Copy out the data in full, keeping each line exactly as it reads.
BEGIN Working data
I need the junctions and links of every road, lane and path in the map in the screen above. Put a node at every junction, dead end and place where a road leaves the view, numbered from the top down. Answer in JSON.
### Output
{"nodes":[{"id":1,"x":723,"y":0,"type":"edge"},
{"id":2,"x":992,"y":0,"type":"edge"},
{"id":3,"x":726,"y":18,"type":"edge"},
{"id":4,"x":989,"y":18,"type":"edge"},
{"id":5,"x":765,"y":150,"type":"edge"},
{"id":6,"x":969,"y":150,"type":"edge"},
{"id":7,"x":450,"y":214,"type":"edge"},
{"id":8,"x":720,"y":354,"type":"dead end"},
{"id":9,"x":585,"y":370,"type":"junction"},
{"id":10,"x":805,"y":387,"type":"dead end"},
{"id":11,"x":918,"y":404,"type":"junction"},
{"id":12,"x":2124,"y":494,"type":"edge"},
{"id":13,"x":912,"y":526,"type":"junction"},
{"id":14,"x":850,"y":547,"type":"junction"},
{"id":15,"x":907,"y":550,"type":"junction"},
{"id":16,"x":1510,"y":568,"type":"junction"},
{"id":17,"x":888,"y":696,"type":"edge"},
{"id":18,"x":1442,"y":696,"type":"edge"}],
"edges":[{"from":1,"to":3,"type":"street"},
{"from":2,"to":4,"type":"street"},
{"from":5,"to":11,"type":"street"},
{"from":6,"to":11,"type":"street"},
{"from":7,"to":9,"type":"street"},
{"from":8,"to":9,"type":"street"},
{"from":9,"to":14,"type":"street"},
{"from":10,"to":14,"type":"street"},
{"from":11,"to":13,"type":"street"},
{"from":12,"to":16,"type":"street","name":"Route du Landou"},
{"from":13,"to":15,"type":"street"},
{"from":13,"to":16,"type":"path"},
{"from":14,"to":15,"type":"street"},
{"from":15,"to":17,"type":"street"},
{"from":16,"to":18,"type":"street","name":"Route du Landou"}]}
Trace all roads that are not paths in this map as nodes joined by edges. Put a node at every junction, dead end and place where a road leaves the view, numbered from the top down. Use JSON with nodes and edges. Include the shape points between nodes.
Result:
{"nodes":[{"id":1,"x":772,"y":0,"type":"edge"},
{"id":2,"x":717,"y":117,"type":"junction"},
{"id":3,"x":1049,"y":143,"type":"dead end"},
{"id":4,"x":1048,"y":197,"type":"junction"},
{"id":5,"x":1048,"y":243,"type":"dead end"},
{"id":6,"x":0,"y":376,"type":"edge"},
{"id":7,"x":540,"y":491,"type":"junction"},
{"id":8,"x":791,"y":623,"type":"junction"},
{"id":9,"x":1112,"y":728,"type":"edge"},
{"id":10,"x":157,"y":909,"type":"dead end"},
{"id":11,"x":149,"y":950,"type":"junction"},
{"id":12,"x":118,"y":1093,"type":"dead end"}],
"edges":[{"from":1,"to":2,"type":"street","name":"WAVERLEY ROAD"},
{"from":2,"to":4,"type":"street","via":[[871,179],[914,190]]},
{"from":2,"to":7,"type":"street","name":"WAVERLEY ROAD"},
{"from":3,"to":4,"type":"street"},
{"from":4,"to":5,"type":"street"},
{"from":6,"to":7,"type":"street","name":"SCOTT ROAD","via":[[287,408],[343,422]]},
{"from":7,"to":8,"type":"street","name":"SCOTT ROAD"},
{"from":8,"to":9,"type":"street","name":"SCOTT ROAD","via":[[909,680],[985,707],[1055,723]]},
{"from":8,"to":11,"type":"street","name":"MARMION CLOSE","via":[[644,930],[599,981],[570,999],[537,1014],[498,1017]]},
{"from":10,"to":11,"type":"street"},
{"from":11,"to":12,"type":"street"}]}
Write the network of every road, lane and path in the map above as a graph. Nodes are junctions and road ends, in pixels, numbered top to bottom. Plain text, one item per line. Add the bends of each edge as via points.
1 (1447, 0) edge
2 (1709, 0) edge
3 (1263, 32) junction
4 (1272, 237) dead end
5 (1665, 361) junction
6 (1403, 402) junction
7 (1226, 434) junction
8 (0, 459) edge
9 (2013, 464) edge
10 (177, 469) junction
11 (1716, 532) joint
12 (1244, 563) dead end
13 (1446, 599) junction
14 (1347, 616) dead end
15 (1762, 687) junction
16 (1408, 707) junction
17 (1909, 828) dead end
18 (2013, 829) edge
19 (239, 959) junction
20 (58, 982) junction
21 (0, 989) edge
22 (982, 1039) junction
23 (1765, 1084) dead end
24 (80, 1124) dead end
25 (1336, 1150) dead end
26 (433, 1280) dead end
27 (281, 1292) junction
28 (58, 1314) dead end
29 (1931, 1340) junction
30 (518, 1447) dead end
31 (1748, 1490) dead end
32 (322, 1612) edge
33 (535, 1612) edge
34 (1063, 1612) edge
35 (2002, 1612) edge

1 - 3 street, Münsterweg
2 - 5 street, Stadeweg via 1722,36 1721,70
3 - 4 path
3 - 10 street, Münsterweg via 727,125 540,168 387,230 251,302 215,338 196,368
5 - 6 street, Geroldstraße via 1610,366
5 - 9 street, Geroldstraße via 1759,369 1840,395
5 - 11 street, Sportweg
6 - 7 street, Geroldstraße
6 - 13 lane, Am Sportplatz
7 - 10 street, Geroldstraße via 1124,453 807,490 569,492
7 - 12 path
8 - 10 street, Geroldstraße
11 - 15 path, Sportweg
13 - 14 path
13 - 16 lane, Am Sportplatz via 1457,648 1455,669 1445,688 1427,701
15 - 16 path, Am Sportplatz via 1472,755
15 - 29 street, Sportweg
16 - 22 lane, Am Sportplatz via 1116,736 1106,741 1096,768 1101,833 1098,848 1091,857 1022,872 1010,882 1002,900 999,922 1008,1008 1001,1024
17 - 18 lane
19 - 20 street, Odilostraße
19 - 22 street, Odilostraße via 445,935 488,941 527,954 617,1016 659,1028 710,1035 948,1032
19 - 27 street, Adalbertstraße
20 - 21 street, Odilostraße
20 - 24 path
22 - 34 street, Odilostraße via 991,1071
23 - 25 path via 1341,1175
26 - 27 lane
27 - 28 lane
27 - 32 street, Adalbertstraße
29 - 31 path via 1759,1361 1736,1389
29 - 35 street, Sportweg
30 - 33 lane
END Working data
→ Final answer:
I need the junctions and links of every road, lane and path in the map in the screen above. Put a node at every junction, dead end and place where a road leaves the view, numbered from the top down. Answer in JSON.
### Output
{"nodes":[{"id":1,"x":723,"y":0,"type":"edge"},
{"id":2,"x":992,"y":0,"type":"edge"},
{"id":3,"x":726,"y":18,"type":"edge"},
{"id":4,"x":989,"y":18,"type":"edge"},
{"id":5,"x":765,"y":150,"type":"edge"},
{"id":6,"x":969,"y":150,"type":"edge"},
{"id":7,"x":450,"y":214,"type":"edge"},
{"id":8,"x":720,"y":354,"type":"dead end"},
{"id":9,"x":585,"y":370,"type":"junction"},
{"id":10,"x":805,"y":387,"type":"dead end"},
{"id":11,"x":918,"y":404,"type":"junction"},
{"id":12,"x":2124,"y":494,"type":"edge"},
{"id":13,"x":912,"y":526,"type":"junction"},
{"id":14,"x":850,"y":547,"type":"junction"},
{"id":15,"x":907,"y":550,"type":"junction"},
{"id":16,"x":1510,"y":568,"type":"junction"},
{"id":17,"x":888,"y":696,"type":"edge"},
{"id":18,"x":1442,"y":696,"type":"edge"}],
"edges":[{"from":1,"to":3,"type":"street"},
{"from":2,"to":4,"type":"street"},
{"from":5,"to":11,"type":"street"},
{"from":6,"to":11,"type":"street"},
{"from":7,"to":9,"type":"street"},
{"from":8,"to":9,"type":"street"},
{"from":9,"to":14,"type":"street"},
{"from":10,"to":14,"type":"street"},
{"from":11,"to":13,"type":"street"},
{"from":12,"to":16,"type":"street","name":"Route du Landou"},
{"from":13,"to":15,"type":"street"},
{"from":13,"to":16,"type":"path"},
{"from":14,"to":15,"type":"street"},
{"from":15,"to":17,"type":"street"},
{"from":16,"to":18,"type":"street","name":"Route du Landou"}]}
Trace all roads that are not paths in this map as nodes joined by edges. Put a node at every junction, dead end and place where a road leaves the view, numbered from the top down. Use JSON with nodes and edges. Include the shape points between nodes.
Result:
{"nodes":[{"id":1,"x":772,"y":0,"type":"edge"},
{"id":2,"x":717,"y":117,"type":"junction"},
{"id":3,"x":1049,"y":143,"type":"dead end"},
{"id":4,"x":1048,"y":197,"type":"junction"},
{"id":5,"x":1048,"y":243,"type":"dead end"},
{"id":6,"x":0,"y":376,"type":"edge"},
{"id":7,"x":540,"y":491,"type":"junction"},
{"id":8,"x":791,"y":623,"type":"junction"},
{"id":9,"x":1112,"y":728,"type":"edge"},
{"id":10,"x":157,"y":909,"type":"dead end"},
{"id":11,"x":149,"y":950,"type":"junction"},
{"id":12,"x":118,"y":1093,"type":"dead end"}],
"edges":[{"from":1,"to":2,"type":"street","name":"WAVERLEY ROAD"},
{"from":2,"to":4,"type":"street","via":[[871,179],[914,190]]},
{"from":2,"to":7,"type":"street","name":"WAVERLEY ROAD"},
{"from":3,"to":4,"type":"street"},
{"from":4,"to":5,"type":"street"},
{"from":6,"to":7,"type":"street","name":"SCOTT ROAD","via":[[287,408],[343,422]]},
{"from":7,"to":8,"type":"street","name":"SCOTT ROAD"},
{"from":8,"to":9,"type":"street","name":"SCOTT ROAD","via":[[909,680],[985,707],[1055,723]]},
{"from":8,"to":11,"type":"street","name":"MARMION CLOSE","via":[[644,930],[599,981],[570,999],[537,1014],[498,1017]]},
{"from":10,"to":11,"type":"street"},
{"from":11,"to":12,"type":"street"}]}
Write the network of every road, lane and path in the map above as a graph. Nodes are junctions and road ends, in pixels, numbered top to bottom. Plain text, one item per line. Add the bends of each edge as via points.
1 (1447, 0) edge
2 (1709, 0) edge
3 (1263, 32) junction
4 (1272, 237) dead end
5 (1665, 361) junction
6 (1403, 402) junction
7 (1226, 434) junction
8 (0, 459) edge
9 (2013, 464) edge
10 (177, 469) junction
11 (1716, 532) joint
12 (1244, 563) dead end
13 (1446, 599) junction
14 (1347, 616) dead end
15 (1762, 687) junction
16 (1408, 707) junction
17 (1909, 828) dead end
18 (2013, 829) edge
19 (239, 959) junction
20 (58, 982) junction
21 (0, 989) edge
22 (982, 1039) junction
23 (1765, 1084) dead end
24 (80, 1124) dead end
25 (1336, 1150) dead end
26 (433, 1280) dead end
27 (281, 1292) junction
28 (58, 1314) dead end
29 (1931, 1340) junction
30 (518, 1447) dead end
31 (1748, 1490) dead end
32 (322, 1612) edge
33 (535, 1612) edge
34 (1063, 1612) edge
35 (2002, 1612) edge

1 - 3 street, Münsterweg
2 - 5 street, Stadeweg via 1722,36 1721,70
3 - 4 path
3 - 10 street, Münsterweg via 727,125 540,168 387,230 251,302 215,338 196,368
5 - 6 street, Geroldstraße via 1610,366
5 - 9 street, Geroldstraße via 1759,369 1840,395
5 - 11 street, Sportweg
6 - 7 street, Geroldstraße
6 - 13 lane, Am Sportplatz
7 - 10 street, Geroldstraße via 1124,453 807,490 569,492
7 - 12 path
8 - 10 street, Geroldstraße
11 - 15 path, Sportweg
13 - 14 path
13 - 16 lane, Am Sportplatz via 1457,648 1455,669 1445,688 1427,701
15 - 16 path, Am Sportplatz via 1472,755
15 - 29 street, Sportweg
16 - 22 lane, Am Sportplatz via 1116,736 1106,741 1096,768 1101,833 1098,848 1091,857 1022,872 1010,882 1002,900 999,922 1008,1008 1001,1024
17 - 18 lane
19 - 20 street, Odilostraße
19 - 22 street, Odilostraße via 445,935 488,941 527,954 617,1016 659,1028 710,1035 948,1032
19 - 27 street, Adalbertstraße
20 - 21 street, Odilostraße
20 - 24 path
22 - 34 street, Odilostraße via 991,1071
23 - 25 path via 1341,1175
26 - 27 lane
27 - 28 lane
27 - 32 street, Adalbertstraße
29 - 31 path via 1759,1361 1736,1389
29 - 35 street, Sportweg
30 - 33 lane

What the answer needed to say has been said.